Cette authenticité exigera, surtout dans la seconde moitié de la vie, une qualité complémentaire, la « Maturité », qui consiste à nuancer ses impulsions en fonction des contextes.

D'une façon générale, plus vous serez habile à vous métamorphoser de l'intérieur (dans le respect de ce que vous êtes vraiment), même et surtout lorsque vous vieillirez (alors que votre résistance au changement devrait naturellement s'accroître), plus vous profiterez des turbulences du futur proche plutôt que d'en être la victime. Sinon vous deviendrez un expert dans l'art de s'accrocher à ce qui n'existe plus et de disparaître avec.

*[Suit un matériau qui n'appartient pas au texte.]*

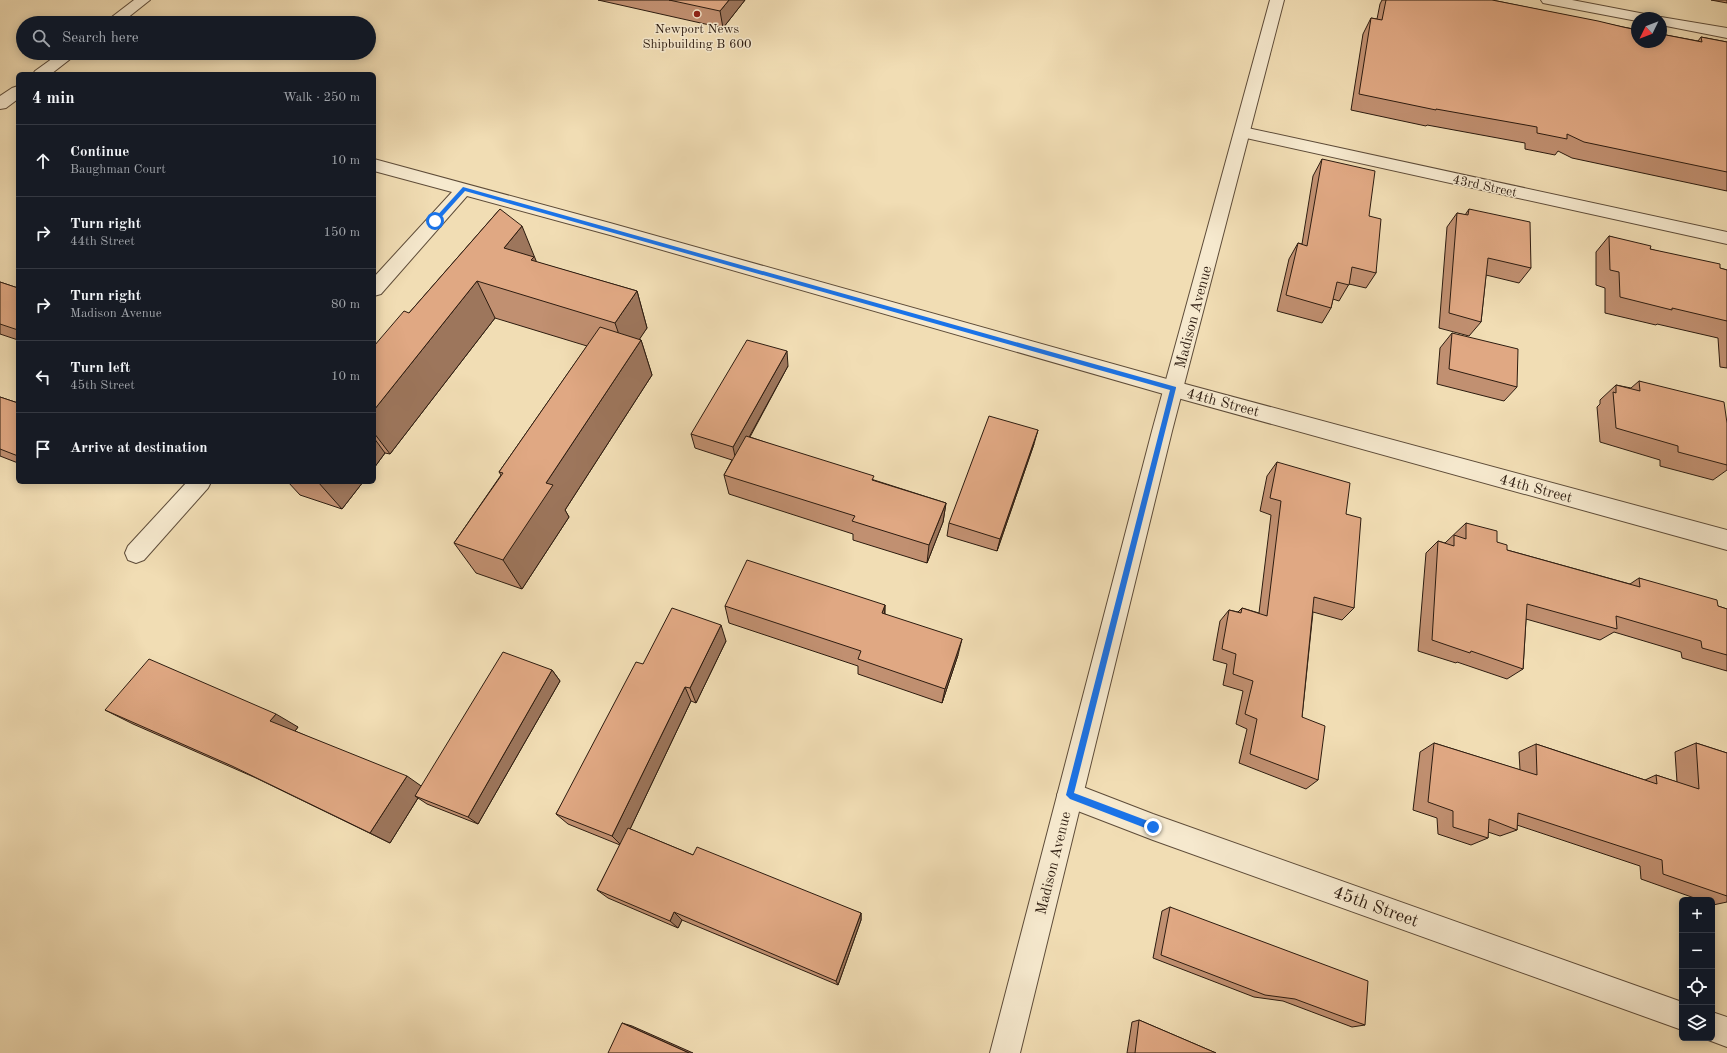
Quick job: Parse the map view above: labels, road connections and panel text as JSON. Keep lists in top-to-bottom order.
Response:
{
  "streets": {
    "street": [
      "43rd Street",
      "Madison Avenue",
      "44th Street",
      "45th Street"
    ]
  },
  "crossings": [
    ["43rd Street", "Madison Avenue"],
    ["Madison Avenue", "44th Street"],
    ["Madison Avenue", "45th Street"]
  ],
  "places": ["Newport News Shipbuilding B 600"],
  "north": "bottom left",
  "page": {
    "search": "Search here",
    "heading": ["4 min", "Walk · 250 m"],
    "list": [
      ["Continue", "Baughman Court", "10 m"],
      ["Turn right", "44th Street", "150 m"],
      ["Turn right", "Madison Avenue", "80 m"],
      ["Turn left", "45th Street", "10 m"],
      "Arrive at destination"
    ],
    "map_buttons": ["+", "−"]
  }
}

De cette contradiction (apparente), entre la détermination à réaliser votre destin et l'aptitude à adapter votre chemin, dépend le bonheur que vous pourrez recevoir et offrir tout au long de cet étrange xxie siècle, qui offrira l'une des générations les plus mouvementées mais également les plus passionnantes à vivre. Cette alternance de pics de croissance hyperbolique suivis immédiatement d'une décroissance tout aussi hyperbolique (énergie, économie, démographie) sera sans doute en effet unique dans l'histoire, à la façon d'une allumette qu'on ne peut brûler qu'une fois. L'espèce humaine ne peut techniquement pas se permettre de flirter trop souvent avec les limites écologiques, énergétiques et démographiques de son vaisseau planétaire.